-
Notifications
You must be signed in to change notification settings - Fork 354
Open
Labels
Description
Summary
We need configurable retry policies and error tolerance in Daft to improve job reliability and reduce costs: (1) configurable retry exceptions and counts for frequent worker preemptions, (2) tolerance for failed rows to avoid expensive full re-runs.
Use Case
We are running Daft workloads on elastic Kubernetes resources where:
- Worker pods are frequently preempted - The default 4 retries are exhausted quickly, causing jobs to fail unnecessarily
- Unexpected exceptions tolerance - Some input files may be corrupted/invalid, or other unexpected exceptions may occur.
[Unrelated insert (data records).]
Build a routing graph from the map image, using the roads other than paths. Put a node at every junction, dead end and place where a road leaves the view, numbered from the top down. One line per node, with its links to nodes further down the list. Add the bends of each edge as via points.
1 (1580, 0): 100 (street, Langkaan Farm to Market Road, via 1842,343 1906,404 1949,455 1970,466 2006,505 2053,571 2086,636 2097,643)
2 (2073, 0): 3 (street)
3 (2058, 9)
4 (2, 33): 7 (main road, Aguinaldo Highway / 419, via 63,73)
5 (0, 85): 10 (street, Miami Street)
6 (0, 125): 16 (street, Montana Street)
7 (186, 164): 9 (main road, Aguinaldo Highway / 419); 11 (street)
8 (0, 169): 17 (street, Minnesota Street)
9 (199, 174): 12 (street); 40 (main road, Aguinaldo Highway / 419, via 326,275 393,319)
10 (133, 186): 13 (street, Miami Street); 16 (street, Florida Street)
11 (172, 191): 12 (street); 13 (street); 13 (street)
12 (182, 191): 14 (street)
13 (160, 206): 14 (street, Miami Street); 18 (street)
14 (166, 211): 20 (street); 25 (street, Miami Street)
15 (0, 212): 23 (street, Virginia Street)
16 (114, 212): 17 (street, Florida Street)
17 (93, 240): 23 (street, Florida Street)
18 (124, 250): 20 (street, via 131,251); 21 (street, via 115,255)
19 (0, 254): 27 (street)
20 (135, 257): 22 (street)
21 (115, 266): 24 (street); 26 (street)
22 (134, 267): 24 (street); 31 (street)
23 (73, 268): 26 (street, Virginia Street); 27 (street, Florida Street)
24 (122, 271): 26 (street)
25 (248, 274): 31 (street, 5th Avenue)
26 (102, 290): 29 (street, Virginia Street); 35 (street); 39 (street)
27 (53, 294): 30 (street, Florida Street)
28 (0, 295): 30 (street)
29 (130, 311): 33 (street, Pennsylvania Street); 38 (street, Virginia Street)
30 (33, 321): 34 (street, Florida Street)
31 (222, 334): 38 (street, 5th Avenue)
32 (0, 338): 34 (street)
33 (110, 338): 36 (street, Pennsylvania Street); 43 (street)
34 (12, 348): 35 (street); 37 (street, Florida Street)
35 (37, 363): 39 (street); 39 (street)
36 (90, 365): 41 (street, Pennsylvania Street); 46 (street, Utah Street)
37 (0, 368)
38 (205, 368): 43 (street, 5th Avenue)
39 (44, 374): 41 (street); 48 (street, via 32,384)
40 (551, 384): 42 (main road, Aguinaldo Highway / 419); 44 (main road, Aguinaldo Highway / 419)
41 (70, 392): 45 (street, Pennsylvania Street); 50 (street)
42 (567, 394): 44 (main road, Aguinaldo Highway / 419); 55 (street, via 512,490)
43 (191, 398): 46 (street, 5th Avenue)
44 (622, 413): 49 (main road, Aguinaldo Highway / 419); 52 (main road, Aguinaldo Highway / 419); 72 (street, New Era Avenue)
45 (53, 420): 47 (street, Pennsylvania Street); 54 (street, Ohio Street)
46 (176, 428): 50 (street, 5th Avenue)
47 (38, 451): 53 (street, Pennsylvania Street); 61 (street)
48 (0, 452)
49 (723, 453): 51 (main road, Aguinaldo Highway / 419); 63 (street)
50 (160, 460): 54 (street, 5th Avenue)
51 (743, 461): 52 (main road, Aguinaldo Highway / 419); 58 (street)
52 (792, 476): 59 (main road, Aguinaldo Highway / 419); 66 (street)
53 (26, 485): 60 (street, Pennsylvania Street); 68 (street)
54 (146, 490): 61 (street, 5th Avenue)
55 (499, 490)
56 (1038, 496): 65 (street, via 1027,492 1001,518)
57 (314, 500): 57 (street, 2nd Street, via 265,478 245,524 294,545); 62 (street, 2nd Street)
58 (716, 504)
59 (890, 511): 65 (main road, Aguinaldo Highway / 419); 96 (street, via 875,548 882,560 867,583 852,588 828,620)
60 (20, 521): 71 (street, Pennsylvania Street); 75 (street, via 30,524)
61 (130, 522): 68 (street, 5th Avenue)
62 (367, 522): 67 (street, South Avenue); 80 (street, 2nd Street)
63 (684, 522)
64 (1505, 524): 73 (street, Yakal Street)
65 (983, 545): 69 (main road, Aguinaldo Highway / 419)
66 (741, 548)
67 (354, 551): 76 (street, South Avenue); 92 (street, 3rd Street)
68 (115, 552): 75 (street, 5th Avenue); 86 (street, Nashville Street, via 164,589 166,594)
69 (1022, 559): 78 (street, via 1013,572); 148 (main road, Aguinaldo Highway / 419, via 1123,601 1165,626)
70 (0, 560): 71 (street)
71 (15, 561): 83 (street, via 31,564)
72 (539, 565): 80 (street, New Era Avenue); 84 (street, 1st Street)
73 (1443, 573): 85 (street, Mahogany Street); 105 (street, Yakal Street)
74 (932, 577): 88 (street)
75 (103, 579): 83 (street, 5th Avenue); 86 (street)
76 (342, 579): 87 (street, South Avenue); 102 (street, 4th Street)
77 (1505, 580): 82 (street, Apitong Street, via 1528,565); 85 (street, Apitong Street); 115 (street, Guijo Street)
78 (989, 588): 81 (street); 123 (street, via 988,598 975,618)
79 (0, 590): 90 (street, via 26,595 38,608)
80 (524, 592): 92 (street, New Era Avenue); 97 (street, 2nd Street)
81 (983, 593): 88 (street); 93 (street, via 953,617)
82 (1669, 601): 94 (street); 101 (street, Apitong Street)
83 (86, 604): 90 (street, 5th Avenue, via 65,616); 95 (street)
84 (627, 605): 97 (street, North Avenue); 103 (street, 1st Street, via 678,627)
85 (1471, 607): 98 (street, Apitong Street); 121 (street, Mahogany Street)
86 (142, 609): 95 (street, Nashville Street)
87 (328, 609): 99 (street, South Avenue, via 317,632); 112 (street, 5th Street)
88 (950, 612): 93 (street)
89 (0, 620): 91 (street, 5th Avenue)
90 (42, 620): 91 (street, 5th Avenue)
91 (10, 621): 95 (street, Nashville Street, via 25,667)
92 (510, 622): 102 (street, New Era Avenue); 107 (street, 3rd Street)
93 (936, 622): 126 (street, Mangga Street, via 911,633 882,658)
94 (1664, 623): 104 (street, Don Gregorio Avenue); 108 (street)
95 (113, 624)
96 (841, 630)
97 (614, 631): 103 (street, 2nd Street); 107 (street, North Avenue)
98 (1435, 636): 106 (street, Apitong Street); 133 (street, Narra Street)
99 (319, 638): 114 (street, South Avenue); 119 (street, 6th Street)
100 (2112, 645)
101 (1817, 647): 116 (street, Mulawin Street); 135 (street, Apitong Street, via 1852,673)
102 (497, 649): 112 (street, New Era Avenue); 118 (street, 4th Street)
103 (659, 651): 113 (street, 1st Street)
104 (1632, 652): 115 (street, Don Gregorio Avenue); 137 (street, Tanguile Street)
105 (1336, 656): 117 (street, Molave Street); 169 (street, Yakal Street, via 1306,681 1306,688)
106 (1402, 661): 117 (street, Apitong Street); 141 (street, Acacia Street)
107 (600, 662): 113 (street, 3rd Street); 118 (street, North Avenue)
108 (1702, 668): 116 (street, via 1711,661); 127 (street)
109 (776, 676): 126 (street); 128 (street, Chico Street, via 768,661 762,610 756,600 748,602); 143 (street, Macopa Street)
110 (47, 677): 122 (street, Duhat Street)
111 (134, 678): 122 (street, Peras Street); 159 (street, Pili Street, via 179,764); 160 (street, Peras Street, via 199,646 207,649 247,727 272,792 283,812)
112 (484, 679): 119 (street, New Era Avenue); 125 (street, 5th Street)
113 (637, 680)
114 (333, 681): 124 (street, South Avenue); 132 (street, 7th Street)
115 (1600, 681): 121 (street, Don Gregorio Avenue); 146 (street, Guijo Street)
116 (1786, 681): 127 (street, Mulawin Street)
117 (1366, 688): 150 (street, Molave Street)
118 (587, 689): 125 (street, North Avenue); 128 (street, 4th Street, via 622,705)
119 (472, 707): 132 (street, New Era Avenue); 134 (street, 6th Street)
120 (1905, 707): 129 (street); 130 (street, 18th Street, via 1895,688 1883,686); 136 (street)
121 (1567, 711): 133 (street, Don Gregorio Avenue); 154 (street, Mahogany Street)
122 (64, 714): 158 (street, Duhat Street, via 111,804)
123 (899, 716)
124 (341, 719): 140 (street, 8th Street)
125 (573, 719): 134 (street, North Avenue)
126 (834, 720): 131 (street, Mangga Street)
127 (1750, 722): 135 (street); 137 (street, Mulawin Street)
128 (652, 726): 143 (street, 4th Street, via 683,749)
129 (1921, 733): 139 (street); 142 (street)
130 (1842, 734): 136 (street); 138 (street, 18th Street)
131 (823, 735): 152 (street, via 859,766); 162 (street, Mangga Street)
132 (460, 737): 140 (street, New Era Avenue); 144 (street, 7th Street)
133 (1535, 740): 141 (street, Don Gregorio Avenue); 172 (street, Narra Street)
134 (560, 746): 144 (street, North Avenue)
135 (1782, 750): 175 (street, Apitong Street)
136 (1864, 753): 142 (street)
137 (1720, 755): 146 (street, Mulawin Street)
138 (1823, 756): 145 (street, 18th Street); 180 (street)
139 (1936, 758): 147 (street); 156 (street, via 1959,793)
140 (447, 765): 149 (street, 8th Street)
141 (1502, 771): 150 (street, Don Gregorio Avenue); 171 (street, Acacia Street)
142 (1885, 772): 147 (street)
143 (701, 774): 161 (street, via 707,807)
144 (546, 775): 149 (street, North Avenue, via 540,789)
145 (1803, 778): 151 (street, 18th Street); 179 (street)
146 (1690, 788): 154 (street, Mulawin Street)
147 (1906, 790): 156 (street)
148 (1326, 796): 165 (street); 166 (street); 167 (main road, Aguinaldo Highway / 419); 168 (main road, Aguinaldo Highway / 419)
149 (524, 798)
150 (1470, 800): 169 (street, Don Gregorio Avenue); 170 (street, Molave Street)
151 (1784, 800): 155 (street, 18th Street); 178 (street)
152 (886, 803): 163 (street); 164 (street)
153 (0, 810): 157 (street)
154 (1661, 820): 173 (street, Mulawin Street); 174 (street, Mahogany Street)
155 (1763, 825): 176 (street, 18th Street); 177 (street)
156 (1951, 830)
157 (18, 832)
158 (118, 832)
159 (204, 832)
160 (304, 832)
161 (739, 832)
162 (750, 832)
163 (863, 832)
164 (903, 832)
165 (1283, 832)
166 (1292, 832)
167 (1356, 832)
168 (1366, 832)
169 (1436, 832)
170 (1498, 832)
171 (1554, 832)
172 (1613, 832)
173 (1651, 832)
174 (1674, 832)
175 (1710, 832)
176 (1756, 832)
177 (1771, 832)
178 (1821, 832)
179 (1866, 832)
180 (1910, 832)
Since we allow a small amount of data loss and the cost of completely re-running the job is too high (e.g., large GPU resources), these failed rows should be skipped rather than causing the entire pipeline to fail or triggering endless retries
Proposed Solution
Add configuration options to @daft.cls and @daft.method decorators to support:
1. Configurable Retry Exceptions
Allow users to specify which exceptions should trigger retries:
@daft.cls(
gpus=1,
max_concurrency=1,
use_process=True,
# New: Specify which exceptions should trigger retries
retry_exceptions=[OSError,CustomRetryableException],
)2. Configurable Retry Count
Allow users to set custom retry counts (currently hardcoded to 4):
@daft.cls(
gpus=1,
max_concurrency=1,
use_process=True,
# New: Set maximum retry attempts
max_retries=100, # or -1 for infinite retries
retry_exceptions=[OSError,CustomRetryableException],
)3. Error Tolerance (Skip Failed Data)
Allow users to specify a maximum number of failed rows that can be skipped:
@daft.cls(
gpus=1,
max_concurrency=1,
use_process=True,
max_retries=100,
retry_exceptions=[OSError, CustomRetryableException],
# New: Maximum number of failed rows that can be tolerated (skipped)
max_tolerated_failed_rows=10, # Skip up to 10 failed rows before failing the entire job
)Describe alternatives you've considered
No response
Additional Context
No response
Would you like to implement a fix?
No